▶ EXCERPTED DATA:
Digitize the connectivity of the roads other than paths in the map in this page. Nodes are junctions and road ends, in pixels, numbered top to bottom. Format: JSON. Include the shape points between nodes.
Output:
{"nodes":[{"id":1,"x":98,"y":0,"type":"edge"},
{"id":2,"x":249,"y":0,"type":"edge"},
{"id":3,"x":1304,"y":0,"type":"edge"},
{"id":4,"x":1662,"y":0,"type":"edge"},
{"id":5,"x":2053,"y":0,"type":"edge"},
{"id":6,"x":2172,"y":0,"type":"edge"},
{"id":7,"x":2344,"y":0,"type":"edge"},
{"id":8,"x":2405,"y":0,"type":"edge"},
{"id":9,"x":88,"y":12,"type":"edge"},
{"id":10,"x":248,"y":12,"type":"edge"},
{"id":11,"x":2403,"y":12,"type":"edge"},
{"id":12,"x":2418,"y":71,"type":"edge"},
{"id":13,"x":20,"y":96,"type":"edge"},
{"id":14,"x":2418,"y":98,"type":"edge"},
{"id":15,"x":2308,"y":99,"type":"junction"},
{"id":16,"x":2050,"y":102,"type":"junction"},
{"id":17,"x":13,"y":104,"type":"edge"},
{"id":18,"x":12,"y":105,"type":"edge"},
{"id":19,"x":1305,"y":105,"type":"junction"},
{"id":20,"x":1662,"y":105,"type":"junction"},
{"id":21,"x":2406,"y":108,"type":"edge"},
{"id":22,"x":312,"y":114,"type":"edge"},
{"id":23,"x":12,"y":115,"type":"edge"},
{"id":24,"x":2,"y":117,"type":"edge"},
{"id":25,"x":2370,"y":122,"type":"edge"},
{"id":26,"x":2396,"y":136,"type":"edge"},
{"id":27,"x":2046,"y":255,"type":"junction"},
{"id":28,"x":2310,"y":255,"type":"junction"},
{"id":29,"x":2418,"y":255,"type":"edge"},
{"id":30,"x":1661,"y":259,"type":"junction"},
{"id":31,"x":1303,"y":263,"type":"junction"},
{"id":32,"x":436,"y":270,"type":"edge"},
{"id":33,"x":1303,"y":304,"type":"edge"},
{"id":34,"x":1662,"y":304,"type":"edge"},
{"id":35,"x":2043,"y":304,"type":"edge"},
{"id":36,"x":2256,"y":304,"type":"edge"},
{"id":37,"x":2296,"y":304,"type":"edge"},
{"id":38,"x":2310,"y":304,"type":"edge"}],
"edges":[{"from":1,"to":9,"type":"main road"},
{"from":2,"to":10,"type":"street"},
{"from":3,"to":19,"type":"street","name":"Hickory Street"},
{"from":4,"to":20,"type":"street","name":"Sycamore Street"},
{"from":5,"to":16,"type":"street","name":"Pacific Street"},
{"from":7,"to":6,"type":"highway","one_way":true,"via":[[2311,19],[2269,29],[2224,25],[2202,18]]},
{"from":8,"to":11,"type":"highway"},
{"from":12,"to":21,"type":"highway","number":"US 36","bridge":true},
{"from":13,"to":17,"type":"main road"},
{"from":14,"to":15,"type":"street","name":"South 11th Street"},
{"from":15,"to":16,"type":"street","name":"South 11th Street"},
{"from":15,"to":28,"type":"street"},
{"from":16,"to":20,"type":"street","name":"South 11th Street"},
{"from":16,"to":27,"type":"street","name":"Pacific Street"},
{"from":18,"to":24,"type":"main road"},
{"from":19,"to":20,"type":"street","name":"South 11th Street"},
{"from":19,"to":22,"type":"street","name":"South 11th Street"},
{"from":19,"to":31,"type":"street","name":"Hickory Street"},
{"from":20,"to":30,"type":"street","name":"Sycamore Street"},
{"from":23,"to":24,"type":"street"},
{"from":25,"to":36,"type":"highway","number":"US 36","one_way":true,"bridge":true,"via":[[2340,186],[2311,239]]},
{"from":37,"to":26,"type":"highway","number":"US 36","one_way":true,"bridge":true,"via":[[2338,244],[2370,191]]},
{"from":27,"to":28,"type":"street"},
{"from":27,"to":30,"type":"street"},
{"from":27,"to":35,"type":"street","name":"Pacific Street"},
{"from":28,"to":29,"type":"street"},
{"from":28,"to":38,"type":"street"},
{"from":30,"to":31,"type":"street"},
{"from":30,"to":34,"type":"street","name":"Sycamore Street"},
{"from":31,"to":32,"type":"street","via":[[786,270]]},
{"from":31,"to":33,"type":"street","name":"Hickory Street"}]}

▶ TASK OBJECTIVE:
Find how many lines in the material above contain "road", and answer with that number only.

▶ ANSWER TO THE EXERCISE:
4